> **YOUR OBJECTIVE**: Below are records; repeat them all exactly.

(THE DATA)

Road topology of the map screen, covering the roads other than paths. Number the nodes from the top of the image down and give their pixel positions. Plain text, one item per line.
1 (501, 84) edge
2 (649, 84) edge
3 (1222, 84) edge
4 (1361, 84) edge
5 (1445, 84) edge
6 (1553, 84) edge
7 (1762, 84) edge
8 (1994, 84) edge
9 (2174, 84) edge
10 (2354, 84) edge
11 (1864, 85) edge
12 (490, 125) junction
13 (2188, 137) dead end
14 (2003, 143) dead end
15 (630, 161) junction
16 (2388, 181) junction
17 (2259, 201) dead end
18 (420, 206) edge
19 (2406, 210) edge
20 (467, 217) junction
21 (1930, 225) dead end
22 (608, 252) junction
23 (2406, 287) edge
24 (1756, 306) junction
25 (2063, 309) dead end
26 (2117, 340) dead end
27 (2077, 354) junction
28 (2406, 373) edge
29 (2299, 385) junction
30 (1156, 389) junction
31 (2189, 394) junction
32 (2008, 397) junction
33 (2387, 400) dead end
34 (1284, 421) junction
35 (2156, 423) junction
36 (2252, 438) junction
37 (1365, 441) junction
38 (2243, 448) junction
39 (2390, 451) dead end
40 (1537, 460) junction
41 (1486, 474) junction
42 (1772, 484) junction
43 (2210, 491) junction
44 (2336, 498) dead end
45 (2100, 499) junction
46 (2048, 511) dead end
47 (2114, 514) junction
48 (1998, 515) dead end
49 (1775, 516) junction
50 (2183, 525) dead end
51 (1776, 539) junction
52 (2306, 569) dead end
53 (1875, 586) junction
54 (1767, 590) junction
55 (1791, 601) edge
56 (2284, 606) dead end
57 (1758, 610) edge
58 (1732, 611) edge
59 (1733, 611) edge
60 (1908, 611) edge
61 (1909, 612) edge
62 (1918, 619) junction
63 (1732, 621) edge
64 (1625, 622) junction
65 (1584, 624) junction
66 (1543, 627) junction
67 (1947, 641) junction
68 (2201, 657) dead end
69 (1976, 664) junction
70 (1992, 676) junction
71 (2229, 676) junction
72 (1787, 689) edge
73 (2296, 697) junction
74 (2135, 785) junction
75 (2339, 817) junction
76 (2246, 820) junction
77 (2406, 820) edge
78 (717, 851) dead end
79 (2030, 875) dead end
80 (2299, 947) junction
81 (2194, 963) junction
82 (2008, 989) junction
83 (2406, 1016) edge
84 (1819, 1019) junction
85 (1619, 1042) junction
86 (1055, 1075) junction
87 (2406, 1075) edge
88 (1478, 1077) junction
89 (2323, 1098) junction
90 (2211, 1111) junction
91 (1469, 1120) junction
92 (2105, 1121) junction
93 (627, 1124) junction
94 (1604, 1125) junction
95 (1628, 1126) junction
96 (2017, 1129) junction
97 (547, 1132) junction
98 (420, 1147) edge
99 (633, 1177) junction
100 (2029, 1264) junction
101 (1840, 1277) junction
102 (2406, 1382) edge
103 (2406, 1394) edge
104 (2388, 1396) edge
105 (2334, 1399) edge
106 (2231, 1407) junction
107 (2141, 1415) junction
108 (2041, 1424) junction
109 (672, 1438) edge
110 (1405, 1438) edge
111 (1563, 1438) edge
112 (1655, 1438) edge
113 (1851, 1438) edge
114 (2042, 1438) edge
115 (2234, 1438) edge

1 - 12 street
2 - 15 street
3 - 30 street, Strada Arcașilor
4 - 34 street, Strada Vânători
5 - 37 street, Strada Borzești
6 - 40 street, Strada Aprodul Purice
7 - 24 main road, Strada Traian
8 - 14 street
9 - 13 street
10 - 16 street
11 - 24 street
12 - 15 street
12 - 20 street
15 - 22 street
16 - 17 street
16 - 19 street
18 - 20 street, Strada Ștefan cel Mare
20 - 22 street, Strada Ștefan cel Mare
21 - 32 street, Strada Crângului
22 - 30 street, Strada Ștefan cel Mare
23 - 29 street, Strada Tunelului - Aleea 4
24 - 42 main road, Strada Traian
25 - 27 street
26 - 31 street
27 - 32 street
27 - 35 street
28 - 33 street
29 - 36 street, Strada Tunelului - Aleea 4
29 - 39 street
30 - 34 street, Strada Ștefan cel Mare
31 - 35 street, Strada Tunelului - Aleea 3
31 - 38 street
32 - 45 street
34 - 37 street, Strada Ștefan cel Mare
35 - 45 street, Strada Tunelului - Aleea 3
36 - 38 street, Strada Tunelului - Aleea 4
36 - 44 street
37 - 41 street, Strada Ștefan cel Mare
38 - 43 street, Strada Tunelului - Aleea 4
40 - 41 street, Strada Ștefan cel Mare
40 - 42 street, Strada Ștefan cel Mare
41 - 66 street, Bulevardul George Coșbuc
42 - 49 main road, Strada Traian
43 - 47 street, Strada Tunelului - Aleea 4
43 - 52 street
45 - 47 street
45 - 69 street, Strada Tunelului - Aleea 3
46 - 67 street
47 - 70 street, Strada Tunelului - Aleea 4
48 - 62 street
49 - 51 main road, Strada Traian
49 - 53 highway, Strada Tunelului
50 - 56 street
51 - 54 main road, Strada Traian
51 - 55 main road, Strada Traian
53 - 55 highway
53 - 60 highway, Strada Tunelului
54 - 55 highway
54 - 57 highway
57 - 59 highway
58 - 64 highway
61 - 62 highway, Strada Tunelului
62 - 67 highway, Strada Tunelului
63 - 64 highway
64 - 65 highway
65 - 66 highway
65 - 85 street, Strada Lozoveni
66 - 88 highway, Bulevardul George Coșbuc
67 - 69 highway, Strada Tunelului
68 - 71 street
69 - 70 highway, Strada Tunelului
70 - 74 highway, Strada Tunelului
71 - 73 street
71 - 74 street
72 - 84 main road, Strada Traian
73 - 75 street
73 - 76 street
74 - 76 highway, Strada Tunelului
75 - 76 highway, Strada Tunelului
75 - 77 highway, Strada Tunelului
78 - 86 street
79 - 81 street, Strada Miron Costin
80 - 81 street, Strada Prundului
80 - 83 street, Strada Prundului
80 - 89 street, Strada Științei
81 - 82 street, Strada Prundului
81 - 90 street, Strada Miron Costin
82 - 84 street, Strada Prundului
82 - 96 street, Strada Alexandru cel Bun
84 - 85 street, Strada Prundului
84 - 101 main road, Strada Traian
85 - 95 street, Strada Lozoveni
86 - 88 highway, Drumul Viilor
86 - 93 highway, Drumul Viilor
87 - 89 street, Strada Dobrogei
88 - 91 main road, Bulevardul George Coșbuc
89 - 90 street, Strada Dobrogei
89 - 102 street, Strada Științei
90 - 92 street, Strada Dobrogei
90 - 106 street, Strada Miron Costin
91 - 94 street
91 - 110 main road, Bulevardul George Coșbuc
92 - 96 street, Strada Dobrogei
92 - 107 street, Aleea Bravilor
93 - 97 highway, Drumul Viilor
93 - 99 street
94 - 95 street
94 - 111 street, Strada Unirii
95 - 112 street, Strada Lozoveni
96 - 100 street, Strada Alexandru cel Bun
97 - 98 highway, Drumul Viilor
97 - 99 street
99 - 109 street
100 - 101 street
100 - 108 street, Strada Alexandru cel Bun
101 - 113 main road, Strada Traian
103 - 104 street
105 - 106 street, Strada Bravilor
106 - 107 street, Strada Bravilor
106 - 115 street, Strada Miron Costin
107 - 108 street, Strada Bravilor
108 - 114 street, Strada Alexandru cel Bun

(End THE DATA)

> **ANSWER TO THE EXERCISE**:
Road topology of the map screen, covering the roads other than paths. Number the nodes from the top of the image down and give their pixel positions. Plain text, one item per line.
1 (501, 84) edge
2 (649, 84) edge
3 (1222, 84) edge
4 (1361, 84) edge
5 (1445, 84) edge
6 (1553, 84) edge
7 (1762, 84) edge
8 (1994, 84) edge
9 (2174, 84) edge
10 (2354, 84) edge
11 (1864, 85) edge
12 (490, 125) junction
13 (2188, 137) dead end
14 (2003, 143) dead end
15 (630, 161) junction
16 (2388, 181) junction
17 (2259, 201) dead end
18 (420, 206) edge
19 (2406, 210) edge
20 (467, 217) junction
21 (1930, 225) dead end
22 (608, 252) junction
23 (2406, 287) edge
24 (1756, 306) junction
25 (2063, 309) dead end
26 (2117, 340) dead end
27 (2077, 354) junction
28 (2406, 373) edge
29 (2299, 385) junction
30 (1156, 389) junction
31 (2189, 394) junction
32 (2008, 397) junction
33 (2387, 400) dead end
34 (1284, 421) junction
35 (2156, 423) junction
36 (2252, 438) junction
37 (1365, 441) junction
38 (2243, 448) junction
39 (2390, 451) dead end
40 (1537, 460) junction
41 (1486, 474) junction
42 (1772, 484) junction
43 (2210, 491) junction
44 (2336, 498) dead end
45 (2100, 499) junction
46 (2048, 511) dead end
47 (2114, 514) junction
48 (1998, 515) dead end
49 (1775, 516) junction
50 (2183, 525) dead end
51 (1776, 539) junction
52 (2306, 569) dead end
53 (1875, 586) junction
54 (1767, 590) junction
55 (1791, 601) edge
56 (2284, 606) dead end
57 (1758, 610) edge
58 (1732, 611) edge
59 (1733, 611) edge
60 (1908, 611) edge
61 (1909, 612) edge
62 (1918, 619) junction
63 (1732, 621) edge
64 (1625, 622) junction
65 (1584, 624) junction
66 (1543, 627) junction
67 (1947, 641) junction
68 (2201, 657) dead end
69 (1976, 664) junction
70 (1992, 676) junction
71 (2229, 676) junction
72 (1787, 689) edge
73 (2296, 697) junction
74 (2135, 785) junction
75 (2339, 817) junction
76 (2246, 820) junction
77 (2406, 820) edge
78 (717, 851) dead end
79 (2030, 875) dead end
80 (2299, 947) junction
81 (2194, 963) junction
82 (2008, 989) junction
83 (2406, 1016) edge
84 (1819, 1019) junction
85 (1619, 1042) junction
86 (1055, 1075) junction
87 (2406, 1075) edge
88 (1478, 1077) junction
89 (2323, 1098) junction
90 (2211, 1111) junction
91 (1469, 1120) junction
92 (2105, 1121) junction
93 (627, 1124) junction
94 (1604, 1125) junction
95 (1628, 1126) junction
96 (2017, 1129) junction
97 (547, 1132) junction
98 (420, 1147) edge
99 (633, 1177) junction
100 (2029, 1264) junction
101 (1840, 1277) junction
102 (2406, 1382) edge
103 (2406, 1394) edge
104 (2388, 1396) edge
105 (2334, 1399) edge
106 (2231, 1407) junction
107 (2141, 1415) junction
108 (2041, 1424) junction
109 (672, 1438) edge
110 (1405, 1438) edge
111 (1563, 1438) edge
112 (1655, 1438) edge
113 (1851, 1438) edge
114 (2042, 1438) edge
115 (2234, 1438) edge

1 - 12 street
2 - 15 street
3 - 30 street, Strada Arcașilor
4 - 34 street, Strada Vânători
5 - 37 street, Strada Borzești
6 - 40 street, Strada Aprodul Purice
7 - 24 main road, Strada Traian
8 - 14 street
9 - 13 street
10 - 16 street
11 - 24 street
12 - 15 street
12 - 20 street
15 - 22 street
16 - 17 street
16 - 19 street
18 - 20 street, Strada Ștefan cel Mare
20 - 22 street, Strada Ștefan cel Mare
21 - 32 street, Strada Crângului
22 - 30 street, Strada Ștefan cel Mare
23 - 29 street, Strada Tunelului - Aleea 4
24 - 42 main road, Strada Traian
25 - 27 street
26 - 31 street
27 - 32 street
27 - 35 street
28 - 33 street
29 - 36 street, Strada Tunelului - Aleea 4
29 - 39 street
30 - 34 street, Strada Ștefan cel Mare
31 - 35 street, Strada Tunelului - Aleea 3
31 - 38 street
32 - 45 street
34 - 37 street, Strada Ștefan cel Mare
35 - 45 street, Strada Tunelului - Aleea 3
36 - 38 street, Strada Tunelului - Aleea 4
36 - 44 street
37 - 41 street, Strada Ștefan cel Mare
38 - 43 street, Strada Tunelului - Aleea 4
40 - 41 street, Strada Ștefan cel Mare
40 - 42 street, Strada Ștefan cel Mare
41 - 66 street, Bulevardul George Coșbuc
42 - 49 main road, Strada Traian
43 - 47 street, Strada Tunelului - Aleea 4
43 - 52 street
45 - 47 street
45 - 69 street, Strada Tunelului - Aleea 3
46 - 67 street
47 - 70 street, Strada Tunelului - Aleea 4
48 - 62 street
49 - 51 main road, Strada Traian
49 - 53 highway, Strada Tunelului
50 - 56 street
51 - 54 main road, Strada Traian
51 - 55 main road, Strada Traian
53 - 55 highway
53 - 60 highway, Strada Tunelului
54 - 55 highway
54 - 57 highway
57 - 59 highway
58 - 64 highway
61 - 62 highway, Strada Tunelului
62 - 67 highway, Strada Tunelului
63 - 64 highway
64 - 65 highway
65 - 66 highway
65 - 85 street, Strada Lozoveni
66 - 88 highway, Bulevardul George Coșbuc
67 - 69 highway, Strada Tunelului
68 - 71 street
69 - 70 highway, Strada Tunelului
70 - 74 highway, Strada Tunelului
71 - 73 street
71 - 74 street
72 - 84 main road, Strada Traian
73 - 75 street
73 - 76 street
74 - 76 highway, Strada Tunelului
75 - 76 highway, Strada Tunelului
75 - 77 highway, Strada Tunelului
78 - 86 street
79 - 81 street, Strada Miron Costin
80 - 81 street, Strada Prundului
80 - 83 street, Strada Prundului
80 - 89 street, Strada Științei
81 - 82 street, Strada Prundului
81 - 90 street, Strada Miron Costin
82 - 84 street, Strada Prundului
82 - 96 street, Strada Alexandru cel Bun
84 - 85 street, Strada Prundului
84 - 101 main road, Strada Traian
85 - 95 street, Strada Lozoveni
86 - 88 highway, Drumul Viilor
86 - 93 highway, Drumul Viilor
87 - 89 street, Strada Dobrogei
88 - 91 main road, Bulevardul George Coșbuc
89 - 90 street, Strada Dobrogei
89 - 102 street, Strada Științei
90 - 92 street, Strada Dobrogei
90 - 106 street, Strada Miron Costin
91 - 94 street
91 - 110 main road, Bulevardul George Coșbuc
92 - 96 street, Strada Dobrogei
92 - 107 street, Aleea Bravilor
93 - 97 highway, Drumul Viilor
93 - 99 street
94 - 95 street
94 - 111 street, Strada Unirii
95 - 112 street, Strada Lozoveni
96 - 100 street, Strada Alexandru cel Bun
97 - 98 highway, Drumul Viilor
97 - 99 street
99 - 109 street
100 - 101 street
100 - 108 street, Strada Alexandru cel Bun
101 - 113 main road, Strada Traian
103 - 104 street
105 - 106 street, Strada Bravilor
106 - 107 street, Strada Bravilor
106 - 115 street, Strada Miron Costin
107 - 108 street, Strada Bravilor
108 - 114 street, Strada Alexandru cel Bun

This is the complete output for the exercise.